O PSI-20 [PSI20] desvalorizava 0,72% para os 5.795,83 pontos com oito empresas a subir, nove a descer e três inalteradas.

De acordo com Hugo Martins, corretor da Probolsa, «os mercados, incluindo o português, estão a corrigir das recentes subidas».

Na banca, o Banco Comercial Português (BCP), o título mais penalizador do índice, resvalava 2,07% para os 1,42 euros. O banco de Jardim Gonçalves apresenta amanhã os resultados semestrais e segundo uma «pool» de analistas construída pela agência Reuters, os lucros do banco situar-se-ão entre os 191,4 milhões de euros e os 219,2 milhões de euros contra os 320,9 milhões de euros registados no período homólogo.

O Banco BPI (BPI) marcava 2,20 euros a perder 1,30%.

O Banco Espírito Santo (BES) contrariava a tendência do sector e era o título que mais contribuía para atenuar as perdas do índice. As acções do BES seguiam a ganhar 0,16% para os 12,82 euros.

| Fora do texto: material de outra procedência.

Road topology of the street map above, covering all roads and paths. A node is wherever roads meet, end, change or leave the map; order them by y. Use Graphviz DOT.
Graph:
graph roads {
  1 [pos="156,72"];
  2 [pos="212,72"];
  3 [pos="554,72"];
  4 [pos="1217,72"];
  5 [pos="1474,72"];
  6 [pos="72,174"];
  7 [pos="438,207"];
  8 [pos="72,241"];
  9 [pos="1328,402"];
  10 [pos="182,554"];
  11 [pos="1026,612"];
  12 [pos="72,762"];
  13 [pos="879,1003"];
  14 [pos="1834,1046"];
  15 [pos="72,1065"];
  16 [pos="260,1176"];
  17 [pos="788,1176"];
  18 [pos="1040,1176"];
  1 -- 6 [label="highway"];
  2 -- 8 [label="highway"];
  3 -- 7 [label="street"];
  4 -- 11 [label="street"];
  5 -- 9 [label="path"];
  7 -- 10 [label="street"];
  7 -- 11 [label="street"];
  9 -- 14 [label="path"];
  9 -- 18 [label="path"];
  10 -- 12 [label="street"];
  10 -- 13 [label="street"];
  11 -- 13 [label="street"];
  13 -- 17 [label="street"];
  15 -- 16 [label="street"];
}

A Portugal Telecom (PT), que hoje anunciou um acordo com a Sociedade Interbancária de Serviços (SIBS) para comprar os 12,5% que ainda não detinha da PT Prime por 39,1 milhões de euros, perdia 0,95% para os 6,27 euros.

O valor da venda será aplicado em títulos da operadora que assim passará a contar com a SIBS como accionista/p>

A Electricidade de Portugal (EDP) seguia a perder 0,50% para os 2 euros. João Talone, o líder da eléctrica encontra-se hoje com o secretário de estado espanhol para discutir o levantamento das restrições aos direitos de voto da EDP na HidroCantábrico, uma situação que está a condicionar o comportamento da eléctrica nacional em relação à empresa espanhola.

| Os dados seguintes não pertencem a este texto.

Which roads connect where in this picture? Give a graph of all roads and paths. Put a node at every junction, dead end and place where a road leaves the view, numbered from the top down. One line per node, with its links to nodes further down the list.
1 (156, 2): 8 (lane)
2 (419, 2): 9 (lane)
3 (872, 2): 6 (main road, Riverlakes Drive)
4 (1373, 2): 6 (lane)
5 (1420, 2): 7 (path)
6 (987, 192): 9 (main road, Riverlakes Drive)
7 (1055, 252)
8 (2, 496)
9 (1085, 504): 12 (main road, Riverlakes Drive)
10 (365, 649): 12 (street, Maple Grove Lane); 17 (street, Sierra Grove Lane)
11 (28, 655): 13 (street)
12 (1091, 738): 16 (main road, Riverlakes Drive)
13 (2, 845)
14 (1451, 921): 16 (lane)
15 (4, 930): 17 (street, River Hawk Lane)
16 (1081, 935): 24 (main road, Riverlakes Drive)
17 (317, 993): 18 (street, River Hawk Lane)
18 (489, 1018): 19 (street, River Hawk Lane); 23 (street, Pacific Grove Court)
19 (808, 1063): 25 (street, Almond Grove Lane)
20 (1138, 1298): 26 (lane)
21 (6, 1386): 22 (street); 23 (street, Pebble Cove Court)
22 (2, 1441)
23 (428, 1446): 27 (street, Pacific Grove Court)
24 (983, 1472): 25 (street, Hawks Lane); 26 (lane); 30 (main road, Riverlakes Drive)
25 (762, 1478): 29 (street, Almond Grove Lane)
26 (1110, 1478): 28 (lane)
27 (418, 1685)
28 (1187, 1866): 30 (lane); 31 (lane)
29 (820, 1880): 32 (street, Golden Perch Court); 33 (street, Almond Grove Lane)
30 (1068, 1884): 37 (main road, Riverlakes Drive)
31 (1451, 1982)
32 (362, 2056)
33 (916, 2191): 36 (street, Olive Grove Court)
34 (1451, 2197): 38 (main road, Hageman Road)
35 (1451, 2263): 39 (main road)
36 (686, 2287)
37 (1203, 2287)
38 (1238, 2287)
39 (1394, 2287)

Na semana passada a EDP fez saber que qualquer reforço na posição que a empresa detém na Hidrocantábrico depende do levantamento das restrições impostas.

Para o corretor da Probolsa, «o facto de João Talone estar a negociar o levantamento das restrições aos direitos de voto da EDP na Hidrocantábrico, é positivo para a empresa, porém a EDP subiu muito depressa e agora está a corrigir».

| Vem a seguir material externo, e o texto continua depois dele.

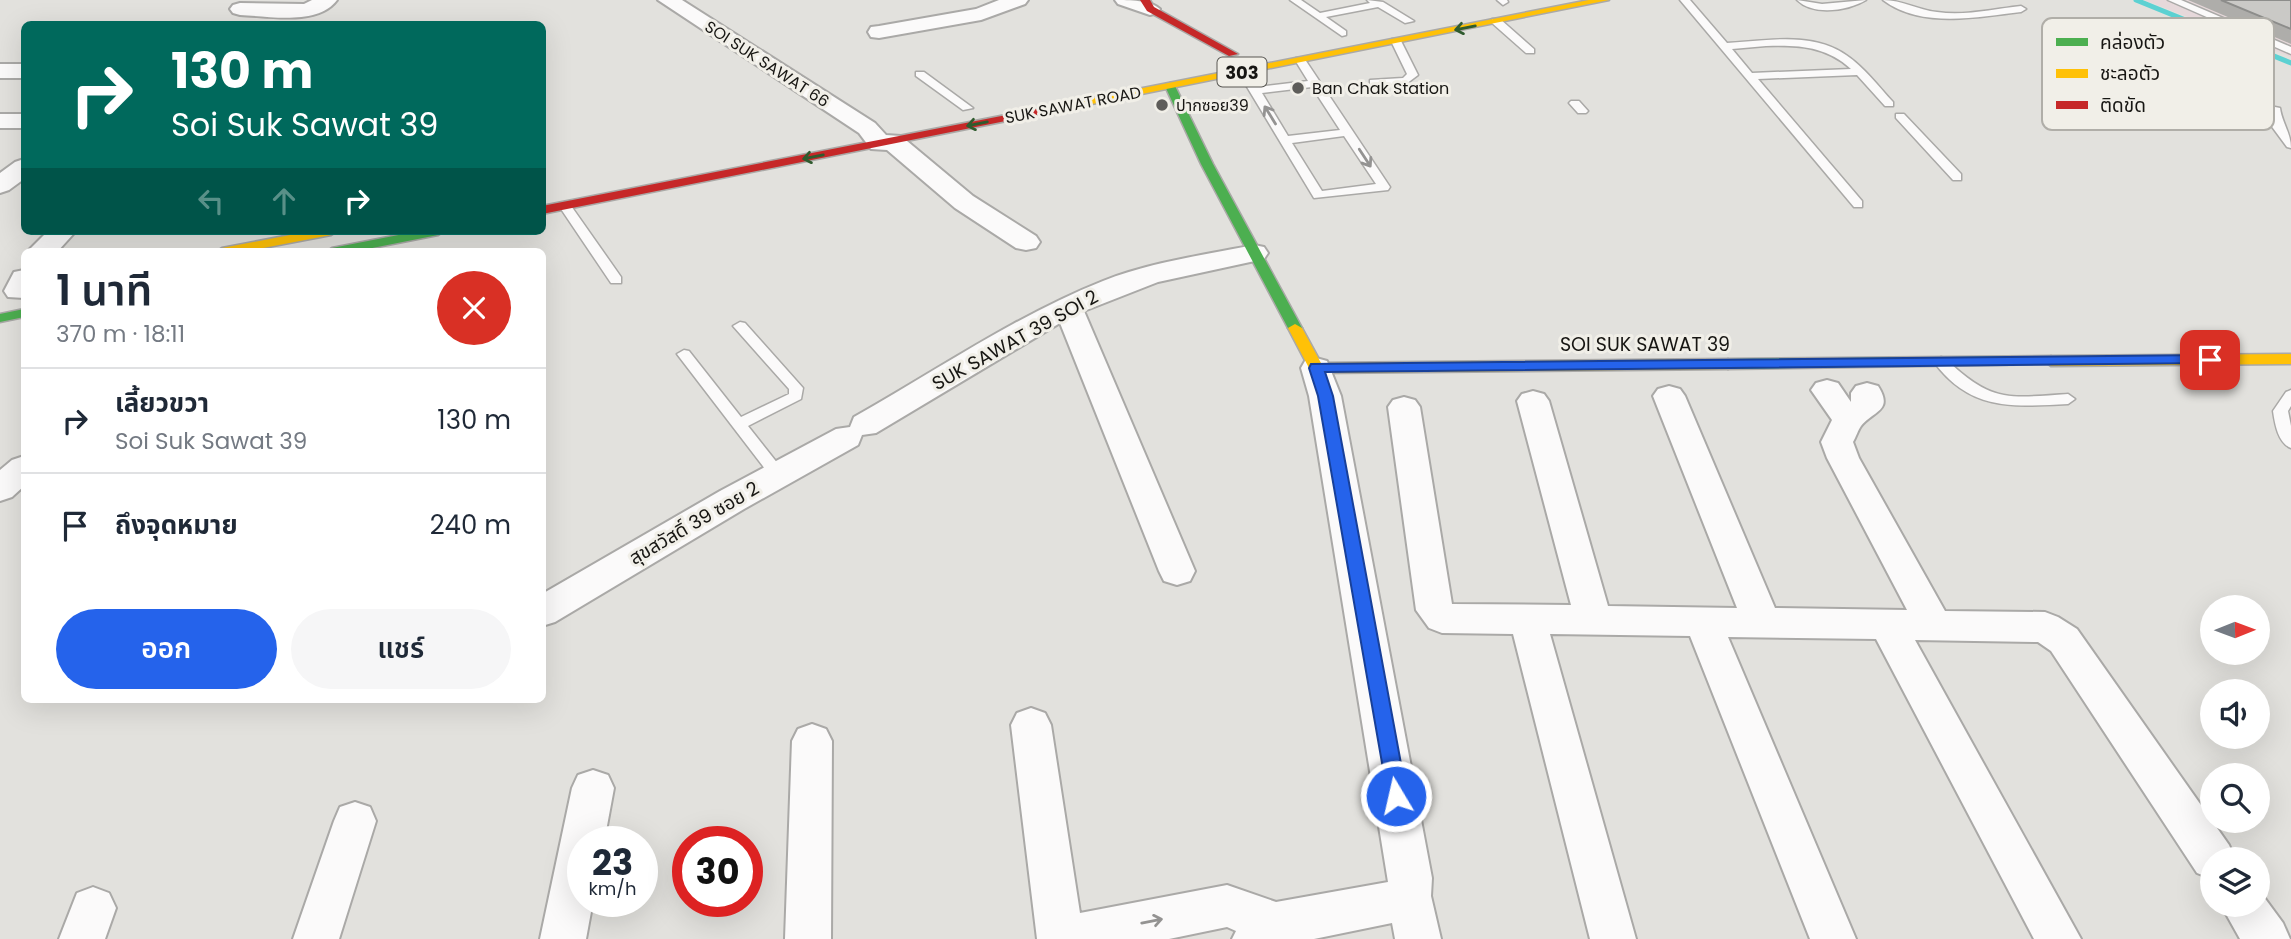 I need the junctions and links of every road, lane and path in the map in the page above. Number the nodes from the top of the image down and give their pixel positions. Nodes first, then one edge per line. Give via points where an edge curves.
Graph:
1 (1018, 0) edge
2 (1125, 0) edge
3 (1295, 0) edge
4 (1604, 0) edge
5 (1685, 0) edge
6 (1802, 0) edge
7 (1861, 0) edge
8 (1888, 0) edge
9 (2174, 0) edge
10 (676, 1) edge
11 (1843, 1) edge
12 (1376, 2) edge
13 (245, 4) edge
14 (1148, 5) edge
15 (2021, 9) dead end
16 (326, 13) edge
17 (1318, 16) junction
18 (2215, 18) edge
19 (1415, 19) joint
20 (222, 21) edge
21 (1496, 21) junction
22 (1382, 26) dead end
23 (879, 32) dead end
24 (1349, 32) joint
25 (1315, 39) dead end
26 (1396, 41) junction
27 (2274, 44) edge
28 (1725, 46) junction
29 (1530, 51) dead end
30 (2291, 51) edge
31 (1206, 60) dead end
32 (1300, 60) junction
33 (0, 71) edge
34 (21, 71) edge
35 (1243, 72) junction
36 (1858, 72) junction
37 (920, 74) dead end
38 (1749, 76) junction
39 (1374, 82) dead end
40 (1315, 83) junction
41 (1170, 86) junction
42 (1255, 91) junction
43 (1889, 104) dead end
44 (973, 106) joint
45 (2274, 108) dead end
46 (942, 113) dead end
47 (1900, 116) dead end
48 (0, 121) edge
49 (21, 121) edge
50 (1348, 132) junction
51 (840, 133) dead end
52 (880, 134) junction
53 (1286, 140) junction
54 (2291, 145) edge
55 (21, 169) edge
56 (1957, 177) dead end
57 (0, 185) edge
58 (21, 185) edge
59 (1858, 204) dead end
60 (565, 206) junction
61 (546, 209) edge
62 (59, 235) edge
63 (310, 235) edge
64 (422, 235) edge
65 (1026, 242) dead end
66 (45, 248) edge
67 (243, 248) edge
68 (365, 248) edge
69 (1254, 253) junction
70 (617, 280) dead end
71 (18, 293) edge
72 (1068, 308) junction
73 (0, 318) edge
74 (740, 326) dead end
75 (684, 354) dead end
76 (2291, 359) edge
77 (1941, 362) junction
78 (1317, 368) junction
79 (1820, 378) junction
80 (1855, 389) junction
81 (2291, 395) edge
82 (1669, 396) dead end
83 (2068, 400) dead end
84 (1533, 401) dead end
85 (1404, 407) dead end
86 (739, 424) junction
87 (856, 431) joint
88 (2291, 443) edge
89 (21, 471) edge
90 (778, 474) junction
91 (0, 489) edge
92 (1177, 571) dead end
93 (546, 610) edge
94 (1528, 621) junction
95 (1594, 622) junction
96 (1703, 622) junction
97 (1762, 623) junction
98 (1887, 624) junction
99 (1933, 624) junction
100 (1031, 725) dead end
101 (812, 741) dead end
102 (593, 788) dead end
103 (355, 821) dead end
104 (2205, 847) edge
105 (1409, 896) junction
106 (2251, 917) edge
107 (1266, 932) edge
108 (316, 939) edge
109 (563, 939) edge
110 (808, 939) edge
111 (1060, 939) edge
112 (1418, 939) edge
113 (1614, 939) edge
114 (1833, 939) edge
115 (2058, 939) edge
116 (2267, 939) edge

1 - 23 street via 981,14
2 - 14 street
3 - 17 lane
4 - 21 main road, SUK SAWAT ROAD / 303
5 - 28 lane
6 - 11 lane via 1817,6
7 - 11 lane
8 - 15 lane via 1930,16
9 - 18 lane
10 - 52 street, SOI SUK SAWAT 66
12 - 17 lane
12 - 19 lane
13 - 16 street via 313,8
13 - 20 street
14 - 31 main road, 303 via 1240,53
17 - 24 lane
19 - 22 main road
21 -> 26 main road, SUK SAWAT ROAD / 303
21 - 29 lane
24 - 25 main road
26 - 32 main road, SUK SAWAT ROAD / 303
26 - 39 lane via 1413,71 1411,79
27 - 30 lane
28 - 36 lane via 1799,43 1833,51
28 - 38 lane
32 - 35 main road, SUK SAWAT ROAD / 303
32 - 40 lane
33 - 34 street
35 - 41 main road, SUK SAWAT ROAD / 303
35 - 42 lane
36 - 38 lane
36 - 43 lane
37 - 44 lane
38 - 59 lane
40 - 42 lane
40 - 50 lane
41 -> 52 main road, SUK SAWAT ROAD / 303
41 - 69 main road
53 -> 42 lane
44 - 46 main road
45 - 54 lane via 2276,124
47 - 56 lane
48 - 49 street
50 - 53 lane
50 -> 53 lane via 1384,187 1318,195
51 - 52 main road, SUK SAWAT ROAD / 303
52 -> 60 main road, SUK SAWAT ROAD / 303
52 - 65 street, SOI SUK SAWAT 66 via 964,202
55 - 57 street
57 - 58 street
60 - 61 main road, SUK SAWAT ROAD / 303
60 - 70 lane
62 - 66 street
63 - 67 main road
64 - 68 main road
69 - 72 street, SUK SAWAT 39 SOI 2 via 1117,286
69 - 78 main road
71 - 73 main road
72 - 87 street, SUK SAWAT 39 SOI 2
72 - 92 street
74 - 86 lane via 796,388 796,396
75 - 86 lane
76 - 77 main road, SOI SUK SAWAT 39
77 - 80 main road, SOI SUK SAWAT 39
77 - 83 lane via 1962,384 1986,398
78 - 79 main road, SOI SUK SAWAT 39
78 - 105 street via 1378,687 1410,878
79 - 80 street
79 - 80 main road, SOI SUK SAWAT 39
80 - 99 street via 1837,442
81 - 88 lane via 2280,411
82 - 97 street
84 - 95 street
85 - 94 street via 1435,610 1442,618 1457,620
86 - 90 lane
87 - 90 street, สุขสวัสดิ์ 39 ซอย 2
89 - 91 street
90 - 93 street, สุขสวัสดิ์ 39 ซอย 2
94 - 95 street
94 - 113 street
95 - 96 street
96 - 97 street
96 - 114 street
97 - 98 street
98 - 99 street
98 - 115 street
99 - 104 street via 2045,627 2064,640
100 - 111 street
101 - 110 street
102 - 109 street
103 - 108 street
105 - 107 street
105 - 112 street
106 - 116 street
111 -> 107 street via 1227,906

A Impresa marcava 2,48 euros com um ganho de 0,81%. Porém, a Maio da manhã, a Impresa marcou novo máximo do ano ao cotar nos 2,52 euros. A recomendação da ES Securities na semana passada e a recuperação do mercado publicitário estão a puxar pelos títulos da holding de Pinto Balsemão.

No Grupo de Belmiro de Azevedo, a Sonae mantinha-se inalterada nos 0,48 euros enquanto a SonaCom perdia 0,51% para os 1,98 euros.

A Brisa cotava nos 4,95 euros a perder 0,60%.

A Gescartão, que entrou para a bolsa na semana passada, resvalava 2,10% para os 6,53 euros, apenas 0,03 euros acima do preço da Oferta Pública de Venda (OPV).